Converged innovation: SoFi Stadium's networks break new ground – Mobile Sports Report

SoFi Stadium’s integrated technology is designed to elevate the fan experience at all levels. Credit: Jeff Lewis/LA Rams

When you spend more than $5 billion building a revolutionary-looking new sports and entertainment venue, it’s a good bet that the technology found inside is the best that can be found.

What’s truly innovative at the new SoFi Stadium in Los Angeles is not just the quality and functionality of the technology’s pieces and parts, but also the venue’s embrace of a converged network design, where all network-attached devices connect to a single Cisco Catalyst-based network.

Led by Skarpi Hedinsson, chief technology officer, SoFi Stadium and Hollywood Park, and master technology integrator AmpThink, the networking and compute environment deployed inside the building (as well as in Hollywood Park’s neighboring retail, commercial and residential area) is unlike most large venues, where different systems typically exist in their own silos, often with their own separate and different network.

Instead, the SoFi Stadium network brings all building functionality – including the wireless networks (among the largest built anywhere), the server compute platform, the telephone system, the IPTV network, the indoor and outdoor digital signage (including the massive oval dual-sided 4K main videoboard), the television broadcast systems, and the building management systems – into one converged platform, with a single vendor/single format structure.

“What we delivered is a scalable platform that simplifies Day 2 operations on Day 1,” said AmpThink president Bill Anderson.
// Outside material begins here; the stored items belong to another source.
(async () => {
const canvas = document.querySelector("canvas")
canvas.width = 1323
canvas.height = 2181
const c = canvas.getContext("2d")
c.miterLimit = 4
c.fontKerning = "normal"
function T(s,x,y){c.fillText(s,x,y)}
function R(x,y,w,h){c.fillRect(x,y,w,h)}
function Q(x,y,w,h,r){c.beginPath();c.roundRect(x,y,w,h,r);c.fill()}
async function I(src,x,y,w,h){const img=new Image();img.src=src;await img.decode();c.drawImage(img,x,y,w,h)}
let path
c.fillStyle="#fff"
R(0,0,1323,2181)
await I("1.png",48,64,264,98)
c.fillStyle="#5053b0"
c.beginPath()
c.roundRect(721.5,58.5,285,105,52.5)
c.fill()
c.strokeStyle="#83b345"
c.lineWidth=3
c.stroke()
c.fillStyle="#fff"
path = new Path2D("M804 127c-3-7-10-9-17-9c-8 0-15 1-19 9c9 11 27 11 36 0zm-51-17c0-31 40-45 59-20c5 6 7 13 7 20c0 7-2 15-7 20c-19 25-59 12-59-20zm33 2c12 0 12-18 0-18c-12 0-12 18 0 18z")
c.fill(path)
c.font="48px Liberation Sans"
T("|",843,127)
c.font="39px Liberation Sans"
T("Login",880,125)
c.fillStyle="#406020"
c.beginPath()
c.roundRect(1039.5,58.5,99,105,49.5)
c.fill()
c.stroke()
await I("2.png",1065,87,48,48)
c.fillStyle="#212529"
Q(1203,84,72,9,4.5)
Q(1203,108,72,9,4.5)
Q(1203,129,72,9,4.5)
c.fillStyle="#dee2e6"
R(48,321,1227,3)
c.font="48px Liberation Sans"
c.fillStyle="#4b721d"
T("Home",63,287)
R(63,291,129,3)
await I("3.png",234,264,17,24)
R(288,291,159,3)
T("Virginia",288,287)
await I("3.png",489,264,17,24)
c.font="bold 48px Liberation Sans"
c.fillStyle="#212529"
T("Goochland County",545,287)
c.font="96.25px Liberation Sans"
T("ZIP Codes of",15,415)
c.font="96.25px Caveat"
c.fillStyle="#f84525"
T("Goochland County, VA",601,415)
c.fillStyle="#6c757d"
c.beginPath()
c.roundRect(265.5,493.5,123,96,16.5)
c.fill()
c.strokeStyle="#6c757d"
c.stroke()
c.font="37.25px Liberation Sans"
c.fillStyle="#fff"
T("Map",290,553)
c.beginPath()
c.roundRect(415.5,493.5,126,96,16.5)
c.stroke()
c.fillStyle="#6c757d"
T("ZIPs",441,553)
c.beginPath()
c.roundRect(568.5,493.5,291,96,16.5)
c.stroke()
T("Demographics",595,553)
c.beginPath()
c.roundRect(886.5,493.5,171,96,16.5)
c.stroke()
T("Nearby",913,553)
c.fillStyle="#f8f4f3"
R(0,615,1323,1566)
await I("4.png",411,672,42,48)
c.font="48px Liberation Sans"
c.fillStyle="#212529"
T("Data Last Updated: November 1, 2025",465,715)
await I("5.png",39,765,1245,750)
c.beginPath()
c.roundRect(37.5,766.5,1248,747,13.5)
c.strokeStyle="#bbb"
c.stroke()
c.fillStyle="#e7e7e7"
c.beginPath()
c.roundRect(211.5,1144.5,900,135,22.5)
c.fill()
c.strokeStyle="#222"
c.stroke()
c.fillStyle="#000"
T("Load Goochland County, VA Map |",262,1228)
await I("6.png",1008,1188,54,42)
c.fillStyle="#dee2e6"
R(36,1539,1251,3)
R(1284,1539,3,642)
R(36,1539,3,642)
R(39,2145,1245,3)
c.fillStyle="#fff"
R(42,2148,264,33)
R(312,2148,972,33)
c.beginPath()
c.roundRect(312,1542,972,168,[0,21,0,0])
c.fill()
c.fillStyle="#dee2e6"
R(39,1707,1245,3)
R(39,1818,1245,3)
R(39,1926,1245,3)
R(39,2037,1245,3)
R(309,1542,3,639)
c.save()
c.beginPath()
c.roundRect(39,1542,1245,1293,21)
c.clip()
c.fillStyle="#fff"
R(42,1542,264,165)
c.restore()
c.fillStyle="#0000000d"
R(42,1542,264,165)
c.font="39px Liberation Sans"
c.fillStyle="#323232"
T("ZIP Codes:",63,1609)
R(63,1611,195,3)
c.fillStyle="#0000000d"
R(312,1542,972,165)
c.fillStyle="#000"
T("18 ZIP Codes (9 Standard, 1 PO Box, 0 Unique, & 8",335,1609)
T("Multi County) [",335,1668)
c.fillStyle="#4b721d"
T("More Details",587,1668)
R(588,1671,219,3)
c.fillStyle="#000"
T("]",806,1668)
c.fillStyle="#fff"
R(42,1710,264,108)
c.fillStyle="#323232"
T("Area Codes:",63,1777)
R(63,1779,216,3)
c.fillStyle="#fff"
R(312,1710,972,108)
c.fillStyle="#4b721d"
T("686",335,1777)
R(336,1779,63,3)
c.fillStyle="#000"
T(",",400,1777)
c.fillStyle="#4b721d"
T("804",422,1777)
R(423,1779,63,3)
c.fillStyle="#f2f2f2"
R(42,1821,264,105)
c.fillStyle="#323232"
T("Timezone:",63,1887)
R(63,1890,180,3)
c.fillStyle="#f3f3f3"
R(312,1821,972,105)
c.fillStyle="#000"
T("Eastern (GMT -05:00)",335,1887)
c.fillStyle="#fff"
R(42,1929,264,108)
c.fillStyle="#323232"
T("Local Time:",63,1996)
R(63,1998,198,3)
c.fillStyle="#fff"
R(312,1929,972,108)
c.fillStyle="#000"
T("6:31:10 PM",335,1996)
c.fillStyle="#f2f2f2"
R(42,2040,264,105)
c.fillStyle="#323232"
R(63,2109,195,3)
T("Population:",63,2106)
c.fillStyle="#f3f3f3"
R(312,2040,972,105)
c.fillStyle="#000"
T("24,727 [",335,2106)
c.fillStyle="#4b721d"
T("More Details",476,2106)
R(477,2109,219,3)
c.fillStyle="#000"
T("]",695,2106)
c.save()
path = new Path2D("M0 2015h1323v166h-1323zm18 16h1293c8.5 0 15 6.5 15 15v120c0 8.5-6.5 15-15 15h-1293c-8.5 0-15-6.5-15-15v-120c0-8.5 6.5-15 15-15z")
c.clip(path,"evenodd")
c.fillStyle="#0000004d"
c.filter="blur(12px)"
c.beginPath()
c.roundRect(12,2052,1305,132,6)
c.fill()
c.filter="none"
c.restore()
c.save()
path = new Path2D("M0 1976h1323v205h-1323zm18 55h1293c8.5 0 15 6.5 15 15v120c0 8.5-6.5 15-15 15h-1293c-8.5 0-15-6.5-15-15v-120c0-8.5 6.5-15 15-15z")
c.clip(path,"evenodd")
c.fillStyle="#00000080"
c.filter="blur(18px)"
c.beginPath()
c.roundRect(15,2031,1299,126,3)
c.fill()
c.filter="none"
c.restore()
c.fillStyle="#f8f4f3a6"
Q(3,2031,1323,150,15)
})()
Over the coming months, Stadium Tech Report plans to do deep technical dives on each segment of the stadium’s different technology deployments. Consider this story a sort of “executive summary” that will attempt to at the very least introduce all the technology elements that are part of the stunning new venue, which hosted its first NFL games for both stadium tenants, the Los Angeles Rams and the Los Angeles Chargers, in early September.

Converged network a revolution for stadiums

Editor’s note: This story is from our recent STADIUM TECH REPORT Fall 2020 issue, which you can read right now, no email or registration required! Also in this issue is a profile of the technology behind Allegiant Stadium in Las Vegas. START READING NOW!

If the stunning architecture of SoFi Stadium and its innovative elements like the oval, dual-sided videoboard represent the realization of Rams owner and Hollywood Park developer Stan Kroenke’s “art of the possible,” then the converged network and its interlocking technologies perhaps represent “the art of the practical,” at a scale somewhat unprecedented inside a large public venue.

If you poke your head inside older sports venues, you are most likely to see separate networks and operation centers for many of the different systems – wireless, wired networks, broadcast, and building operations. Historically the case has been made that those who know those systems best are responsible for building their operations – but the silo approach often brings headaches to those in charge of overall operations for the venue as a whole, as they deal with the proliferation of different systems to operate and manage.

Digital technologies helps SoFi Stadium be able to rebrand for each of its two “home” teams. Credit: Ty Nowell/Los Angeles Chargers

AmpThink, which has deployed networks in more than 70 venues across the country, pioneered the idea of a single, converged stadium network when it built the prototype at the 14,000-seat Dickies Arena last year. But the size and scope of the converged network project at SoFi Stadium – which will hold 70,000 fans for NFL games and up to 100,000 for special events like the Super Bowl – was much larger. Still, according to AmpThink’s Anderson, the planned outcome was the same: to deliver the best outcome for the customer.

“It all works together, because it’s designed to work together,” said Anderson. “Instead of fighting to see if one switch works with another, you can focus on the business.”

With 120 separate remote telecommunications rooms – including some hardened for hot weather conditions in the outside areas of Hollywood Park – the SoFi Stadium converged network is designed to present a “single pane of glass” management structure, where there are no “islands” requiring special attention.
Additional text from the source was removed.